Aisha is a 15-year-old girl from Pakistan who wants to move to Surrey, B.C. She didn't finish secondary school and doesn't speak English, but hopes to take an ESL class. She is being sponsored by her father, who moved to Canada a decade ago and sent for her after her mother died. Aisha is excited about the idea of living in the West and wants to make friends and see American movies. But she's a bit apprehensive about living with her father, who works as a line cook. He's become more pious since leaving Pakistan and she knows he'll want her to wear the hijab and shield her from Western cultural influences.

Sharryn Aiken: She's young and she wants to come to Canada to live with her father. First of all, family sponsorship of a dependent child is a right. But on the other hand, we can see there's going to be a lot of problems here. Many Diaspora communities in Canada are actually more conservative than communities in the countries of origin. Diaspora communities have a way of becoming kind of frozen in time and resisting change. It looks like this may be a person who's going to need a lot of support when she gets to Canada. We have settlement programs to provide that. We have schools with ESL programs. There's no reason to suspect that she wouldn't do well. She'll learn English and she'll adapt. But it looks like she's going to have some problems at home. It's sort of the clash of our multiculturalist values on the one hand and on the other hand wanting to promote standards of equality that permeate the entire country.

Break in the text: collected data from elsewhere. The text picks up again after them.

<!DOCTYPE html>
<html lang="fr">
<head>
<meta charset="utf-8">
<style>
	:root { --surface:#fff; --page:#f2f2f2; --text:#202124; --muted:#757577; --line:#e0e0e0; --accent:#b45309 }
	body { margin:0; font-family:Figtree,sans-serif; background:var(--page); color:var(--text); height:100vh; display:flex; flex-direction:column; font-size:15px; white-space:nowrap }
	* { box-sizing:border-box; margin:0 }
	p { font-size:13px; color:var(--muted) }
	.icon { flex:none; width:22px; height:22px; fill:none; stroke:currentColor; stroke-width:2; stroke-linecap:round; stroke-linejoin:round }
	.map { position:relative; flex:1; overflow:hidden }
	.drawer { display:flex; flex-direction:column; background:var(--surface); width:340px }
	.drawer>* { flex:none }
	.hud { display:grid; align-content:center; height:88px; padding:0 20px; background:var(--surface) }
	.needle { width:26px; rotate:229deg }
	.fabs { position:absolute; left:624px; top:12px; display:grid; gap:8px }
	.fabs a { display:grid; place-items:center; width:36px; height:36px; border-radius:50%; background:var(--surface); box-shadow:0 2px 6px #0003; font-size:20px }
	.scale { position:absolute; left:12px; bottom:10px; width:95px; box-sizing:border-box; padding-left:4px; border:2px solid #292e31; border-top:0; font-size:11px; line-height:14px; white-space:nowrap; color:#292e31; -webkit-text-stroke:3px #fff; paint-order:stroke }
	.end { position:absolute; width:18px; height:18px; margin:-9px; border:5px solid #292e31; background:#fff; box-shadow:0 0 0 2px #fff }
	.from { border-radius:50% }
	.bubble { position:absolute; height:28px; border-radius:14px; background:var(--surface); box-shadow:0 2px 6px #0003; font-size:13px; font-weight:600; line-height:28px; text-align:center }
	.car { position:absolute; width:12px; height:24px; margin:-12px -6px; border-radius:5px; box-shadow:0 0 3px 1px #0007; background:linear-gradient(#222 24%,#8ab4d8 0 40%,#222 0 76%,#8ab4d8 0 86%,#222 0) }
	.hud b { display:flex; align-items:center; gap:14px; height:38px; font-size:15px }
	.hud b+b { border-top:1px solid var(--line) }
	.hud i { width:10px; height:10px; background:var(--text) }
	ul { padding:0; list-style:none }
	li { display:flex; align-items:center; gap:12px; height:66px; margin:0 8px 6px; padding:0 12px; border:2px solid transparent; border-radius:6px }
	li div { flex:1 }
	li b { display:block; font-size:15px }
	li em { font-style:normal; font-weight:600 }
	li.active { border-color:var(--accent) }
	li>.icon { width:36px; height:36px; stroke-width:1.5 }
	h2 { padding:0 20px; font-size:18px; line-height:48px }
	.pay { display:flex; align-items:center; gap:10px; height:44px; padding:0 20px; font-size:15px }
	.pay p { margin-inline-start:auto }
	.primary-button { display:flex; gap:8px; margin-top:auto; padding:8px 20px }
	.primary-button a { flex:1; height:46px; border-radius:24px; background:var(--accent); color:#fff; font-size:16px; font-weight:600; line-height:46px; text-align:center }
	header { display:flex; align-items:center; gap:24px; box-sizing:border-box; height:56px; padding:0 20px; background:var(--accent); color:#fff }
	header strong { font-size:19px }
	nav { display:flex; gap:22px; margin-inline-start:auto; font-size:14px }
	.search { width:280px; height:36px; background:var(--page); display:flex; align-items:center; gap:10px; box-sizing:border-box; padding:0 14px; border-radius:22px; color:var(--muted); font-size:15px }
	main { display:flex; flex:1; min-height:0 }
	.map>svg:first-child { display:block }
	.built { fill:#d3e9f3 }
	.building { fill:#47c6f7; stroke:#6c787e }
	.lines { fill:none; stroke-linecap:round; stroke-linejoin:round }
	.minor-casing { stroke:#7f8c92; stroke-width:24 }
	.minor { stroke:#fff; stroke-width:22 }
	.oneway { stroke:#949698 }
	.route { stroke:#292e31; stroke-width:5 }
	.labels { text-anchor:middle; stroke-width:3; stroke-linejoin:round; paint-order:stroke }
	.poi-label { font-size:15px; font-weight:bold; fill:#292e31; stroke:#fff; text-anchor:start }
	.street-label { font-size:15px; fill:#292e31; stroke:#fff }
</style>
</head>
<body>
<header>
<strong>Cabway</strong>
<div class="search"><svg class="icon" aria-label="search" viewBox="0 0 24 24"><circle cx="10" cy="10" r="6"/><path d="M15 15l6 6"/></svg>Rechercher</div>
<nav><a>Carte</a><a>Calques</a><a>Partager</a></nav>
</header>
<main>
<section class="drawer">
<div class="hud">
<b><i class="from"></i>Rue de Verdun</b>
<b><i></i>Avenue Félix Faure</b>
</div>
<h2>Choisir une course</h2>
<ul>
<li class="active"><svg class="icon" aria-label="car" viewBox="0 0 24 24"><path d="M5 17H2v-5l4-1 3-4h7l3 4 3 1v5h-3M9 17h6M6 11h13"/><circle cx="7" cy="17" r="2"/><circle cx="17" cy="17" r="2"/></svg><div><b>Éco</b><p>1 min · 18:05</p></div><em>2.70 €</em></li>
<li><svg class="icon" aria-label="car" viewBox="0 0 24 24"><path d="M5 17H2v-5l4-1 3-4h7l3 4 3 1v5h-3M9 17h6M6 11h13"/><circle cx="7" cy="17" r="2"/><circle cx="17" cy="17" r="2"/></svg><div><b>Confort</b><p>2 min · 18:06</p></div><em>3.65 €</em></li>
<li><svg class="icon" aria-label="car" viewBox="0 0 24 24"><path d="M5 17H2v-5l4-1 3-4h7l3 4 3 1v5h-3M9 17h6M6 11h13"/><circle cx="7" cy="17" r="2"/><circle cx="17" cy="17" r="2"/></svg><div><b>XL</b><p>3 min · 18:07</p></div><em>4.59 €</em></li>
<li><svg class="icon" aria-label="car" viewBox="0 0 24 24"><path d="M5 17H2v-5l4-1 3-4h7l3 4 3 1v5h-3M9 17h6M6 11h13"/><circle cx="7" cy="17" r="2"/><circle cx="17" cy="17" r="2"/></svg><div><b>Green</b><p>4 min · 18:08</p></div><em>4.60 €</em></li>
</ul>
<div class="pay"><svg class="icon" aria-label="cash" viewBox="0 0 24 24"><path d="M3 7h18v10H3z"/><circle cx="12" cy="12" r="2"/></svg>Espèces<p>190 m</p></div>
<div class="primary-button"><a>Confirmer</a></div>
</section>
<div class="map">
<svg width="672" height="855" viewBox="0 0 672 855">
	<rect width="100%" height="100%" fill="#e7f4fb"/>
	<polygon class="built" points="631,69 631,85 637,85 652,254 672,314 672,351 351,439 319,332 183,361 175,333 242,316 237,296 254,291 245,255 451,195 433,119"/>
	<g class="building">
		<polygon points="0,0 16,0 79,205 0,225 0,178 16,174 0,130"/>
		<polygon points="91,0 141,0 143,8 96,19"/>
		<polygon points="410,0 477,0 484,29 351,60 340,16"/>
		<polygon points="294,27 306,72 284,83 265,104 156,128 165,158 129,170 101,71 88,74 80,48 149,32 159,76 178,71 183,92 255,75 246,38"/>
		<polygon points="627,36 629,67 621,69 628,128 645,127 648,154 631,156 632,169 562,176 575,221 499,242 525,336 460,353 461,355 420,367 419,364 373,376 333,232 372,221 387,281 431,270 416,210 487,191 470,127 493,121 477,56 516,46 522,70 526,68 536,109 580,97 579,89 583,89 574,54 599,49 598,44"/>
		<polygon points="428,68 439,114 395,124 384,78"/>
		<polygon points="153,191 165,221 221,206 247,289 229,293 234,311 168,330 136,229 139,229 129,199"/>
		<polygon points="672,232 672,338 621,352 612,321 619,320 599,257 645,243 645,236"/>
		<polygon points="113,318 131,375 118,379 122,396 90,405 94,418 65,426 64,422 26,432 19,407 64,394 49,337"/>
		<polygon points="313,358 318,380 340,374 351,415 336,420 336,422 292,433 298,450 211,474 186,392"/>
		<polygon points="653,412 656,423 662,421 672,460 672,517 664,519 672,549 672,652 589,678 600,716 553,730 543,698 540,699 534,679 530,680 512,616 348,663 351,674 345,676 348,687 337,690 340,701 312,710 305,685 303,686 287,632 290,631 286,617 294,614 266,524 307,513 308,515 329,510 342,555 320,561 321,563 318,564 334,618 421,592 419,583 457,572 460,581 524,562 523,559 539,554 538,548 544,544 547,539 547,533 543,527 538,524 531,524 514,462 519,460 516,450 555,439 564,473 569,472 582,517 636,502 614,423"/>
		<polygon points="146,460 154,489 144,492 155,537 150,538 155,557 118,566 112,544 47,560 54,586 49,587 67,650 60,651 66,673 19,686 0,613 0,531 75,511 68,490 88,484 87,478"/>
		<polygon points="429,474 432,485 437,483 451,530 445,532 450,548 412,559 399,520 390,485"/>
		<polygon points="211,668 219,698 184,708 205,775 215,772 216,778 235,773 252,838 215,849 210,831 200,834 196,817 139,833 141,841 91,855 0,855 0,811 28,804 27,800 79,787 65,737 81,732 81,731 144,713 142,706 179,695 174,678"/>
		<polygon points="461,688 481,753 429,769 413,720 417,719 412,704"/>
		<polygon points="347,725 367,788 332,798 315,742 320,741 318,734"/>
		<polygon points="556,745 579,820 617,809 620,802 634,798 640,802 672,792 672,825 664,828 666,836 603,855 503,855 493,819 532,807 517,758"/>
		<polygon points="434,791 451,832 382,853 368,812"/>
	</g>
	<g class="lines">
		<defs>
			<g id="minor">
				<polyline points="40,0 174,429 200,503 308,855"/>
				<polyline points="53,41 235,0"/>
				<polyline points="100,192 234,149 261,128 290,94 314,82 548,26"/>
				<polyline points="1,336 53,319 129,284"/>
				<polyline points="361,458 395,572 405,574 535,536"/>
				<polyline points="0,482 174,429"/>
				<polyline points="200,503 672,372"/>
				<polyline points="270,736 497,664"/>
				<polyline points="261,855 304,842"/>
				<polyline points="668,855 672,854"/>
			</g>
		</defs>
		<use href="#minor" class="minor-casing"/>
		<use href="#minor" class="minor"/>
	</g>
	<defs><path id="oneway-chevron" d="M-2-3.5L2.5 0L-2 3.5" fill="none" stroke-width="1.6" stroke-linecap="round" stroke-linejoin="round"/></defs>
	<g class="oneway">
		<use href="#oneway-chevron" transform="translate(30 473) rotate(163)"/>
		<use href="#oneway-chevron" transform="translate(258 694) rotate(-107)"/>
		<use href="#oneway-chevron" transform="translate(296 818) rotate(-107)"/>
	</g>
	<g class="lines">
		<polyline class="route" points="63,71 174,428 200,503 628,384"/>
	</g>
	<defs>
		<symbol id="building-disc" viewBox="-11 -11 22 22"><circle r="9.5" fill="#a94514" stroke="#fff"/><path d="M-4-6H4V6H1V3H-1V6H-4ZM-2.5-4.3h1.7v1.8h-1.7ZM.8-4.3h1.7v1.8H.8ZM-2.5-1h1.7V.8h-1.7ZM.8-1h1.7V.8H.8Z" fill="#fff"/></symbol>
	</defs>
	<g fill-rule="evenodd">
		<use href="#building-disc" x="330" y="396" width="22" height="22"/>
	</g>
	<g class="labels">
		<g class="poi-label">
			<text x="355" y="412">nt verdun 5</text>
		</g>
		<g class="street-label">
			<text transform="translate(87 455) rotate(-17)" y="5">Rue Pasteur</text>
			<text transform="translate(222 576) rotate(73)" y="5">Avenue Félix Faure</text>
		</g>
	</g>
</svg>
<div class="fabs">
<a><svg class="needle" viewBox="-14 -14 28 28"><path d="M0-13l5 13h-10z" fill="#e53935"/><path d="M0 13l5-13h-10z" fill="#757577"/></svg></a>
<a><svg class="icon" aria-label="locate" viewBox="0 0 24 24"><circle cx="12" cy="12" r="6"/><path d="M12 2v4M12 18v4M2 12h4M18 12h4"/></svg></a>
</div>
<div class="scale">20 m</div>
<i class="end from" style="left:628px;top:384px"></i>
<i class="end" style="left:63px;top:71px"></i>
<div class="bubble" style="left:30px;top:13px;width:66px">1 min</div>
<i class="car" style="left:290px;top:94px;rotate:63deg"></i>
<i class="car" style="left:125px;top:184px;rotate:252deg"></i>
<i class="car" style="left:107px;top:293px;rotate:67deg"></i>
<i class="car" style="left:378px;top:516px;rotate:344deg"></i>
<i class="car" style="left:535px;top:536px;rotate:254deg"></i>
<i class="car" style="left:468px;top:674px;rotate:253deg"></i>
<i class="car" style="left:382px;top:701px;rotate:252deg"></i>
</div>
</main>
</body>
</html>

Martin Collacott: There is certainly a problematic case. She sounds like a very appealing young person, she's ambitious, she values Canadian things and so on. But ... she's probably going to have to live with her father. And there's obviously major conflicts. You feel sympathetic to her in terms of her wishes and so on, but I would say that's a recipe for disaster. The main conflict would be that people like her father come to Canada wanting the economic opportunities but thinking somehow they can live as they did back in their old country in terms of their family traditions. And it just doesn't work in many cases. She wants to come here for all freedom western society has to offer and her father will see it just the opposite way.